Em diferentes partes do mundo, as festividades tradicionais - enquanto expressões peculiares das culturas - adoptam formas onde está evidenciada a relação do homem com a natureza e em que as crenças se nos deparam organizadas à volta de marcas

temporais que ritmam os rituais. A vida religiosa das populações rurais encontra o seu alimento nas forças da natureza, em lugares onde o sagrado mais habitualmente se manifesta. É ali que descobre os principais motivos para a organização dos seus ritos festivos. Daí que sob a adopção de uma plêiade de santos, as festas cíclicas continuam a manter vivas as velhas tradições rurais. Mas são, sobretudo, as festas marianas que mais se identificam com o distante caminho milenar, sendo nelas que mais se descobrem os elementos ancestrais.
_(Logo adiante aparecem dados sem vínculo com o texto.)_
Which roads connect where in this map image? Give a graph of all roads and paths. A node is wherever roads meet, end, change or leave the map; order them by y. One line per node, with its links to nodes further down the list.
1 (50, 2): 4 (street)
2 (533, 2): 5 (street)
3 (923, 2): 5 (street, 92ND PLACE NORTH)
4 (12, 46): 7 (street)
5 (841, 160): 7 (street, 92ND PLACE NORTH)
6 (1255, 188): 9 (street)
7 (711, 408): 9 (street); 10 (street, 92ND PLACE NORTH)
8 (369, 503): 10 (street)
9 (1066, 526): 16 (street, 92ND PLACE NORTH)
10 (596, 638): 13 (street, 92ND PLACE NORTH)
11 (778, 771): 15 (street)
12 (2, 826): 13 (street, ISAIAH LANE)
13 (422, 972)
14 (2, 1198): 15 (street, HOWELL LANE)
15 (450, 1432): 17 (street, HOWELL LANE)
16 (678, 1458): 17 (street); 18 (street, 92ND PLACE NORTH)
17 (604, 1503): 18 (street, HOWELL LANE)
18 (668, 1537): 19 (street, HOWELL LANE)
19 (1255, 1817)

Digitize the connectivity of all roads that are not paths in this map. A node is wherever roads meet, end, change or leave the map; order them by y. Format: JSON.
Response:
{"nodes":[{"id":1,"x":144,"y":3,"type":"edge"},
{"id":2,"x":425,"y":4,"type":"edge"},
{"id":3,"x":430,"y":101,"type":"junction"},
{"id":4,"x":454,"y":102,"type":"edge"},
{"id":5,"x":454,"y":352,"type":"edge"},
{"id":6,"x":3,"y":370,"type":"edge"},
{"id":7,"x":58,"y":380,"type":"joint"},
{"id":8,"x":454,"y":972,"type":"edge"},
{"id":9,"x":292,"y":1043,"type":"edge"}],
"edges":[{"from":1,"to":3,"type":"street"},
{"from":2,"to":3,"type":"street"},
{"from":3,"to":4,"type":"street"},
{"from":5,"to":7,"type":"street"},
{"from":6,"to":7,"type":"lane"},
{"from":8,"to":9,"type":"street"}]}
As populações têm assim necessidade de dar à sua existência uma dimensão sagrada, de se regenerarem em instituições colectivas capazes de harmonizar os elementos cósmicos. Condicionadas pelas realidades locais, pelas suas mentalidades e por imposições exógenas, as diferentes práticas tradicionais têm sido objecto de sincretismos, de adaptações, de refundações e de reestruturações que, sem terem dissipado a longa herança milenar, têm modificado o seu conteúdo original.

As festividades tradicionais coincidem com os momentos principais do tempo cósmico, embrincam-se na natureza, nas fontes vivas do universo, estão ligadas aos astros, às luas novas, ao sol, à vinda da Primavera, às chuvas abundantes, às terras férteis e aos frutos, exprimindo a diversidade da paisagem, a cultura, a variação do clima ou das estações do ano.

Em cada solstício de inverno, com as costumadas festividades cíclicas e as oralidades tradicionais fica sempre refletida uma viva e enorme riqueza patrimonial imaterial. Exemplo disso são as celebrações rituais que actualmente prosseguem, como é o caso das «Festas dos Rapazes» ou de «Santo Estevão», em Ousilhão-Vinhais e Grijó de Parada, em Bragança; Festas do «Chocalheiro» e do «Farandulo», em Bemposta e em Tó, no Mogadouro; «Festa das Fogaceiras», em Santa Maria da Feira; «Caretos de Podence», em Macedo de Cavaleiros; «Romaria de S. Brás», na Nazaré; «Festa do Menino Jesus», em Vila Chã de Braciosa-Miranda do Douro; «Enterro do Pai Velho», no Lindoso-Ponte da Barca; «Os Cardadores», em Ílhavo; «Festa de S. Gonçalinho», em Aveiro; «Canto das Janeiras» e «Canto dos Reis» ou dos «Santos Rezes», como em Alenquer, Ovar, Cadaval, Vale de Anta-Chaves, Donões-Montalegre e Barbacena-Elvas.

Também é neste período que surgem mais marcadamente as narrações orais, os contos populares, os romances, as lendas e outros géneros da tradição oral que muito ajudam a entender a personalidade ou a especifica forma de ser português.

Estas arreigadas expressões incorpóreas têm vindo a ser, todavia, mais do que antes, perigosamente atingidas, tudo devendo fazer-se agora para evitar a sua perda.

Torna-se, por isso, imperioso agir para ampliar o conhecimento sobre tão inestimável património cultural. Com esta conferência e a participação do grupo polifónico feminino CRAMOL (detentor de reportório de raiz tradicional), pretende-se dar pleno sentido a tal afirmação, isto é, contribuir para aumentar a perceção sobre a importância do Património Cultural Imaterial em Portugal, dado que ainda é mesmo muito o que aqui falta «descobrir», estimar, salvaguardar e valorizar.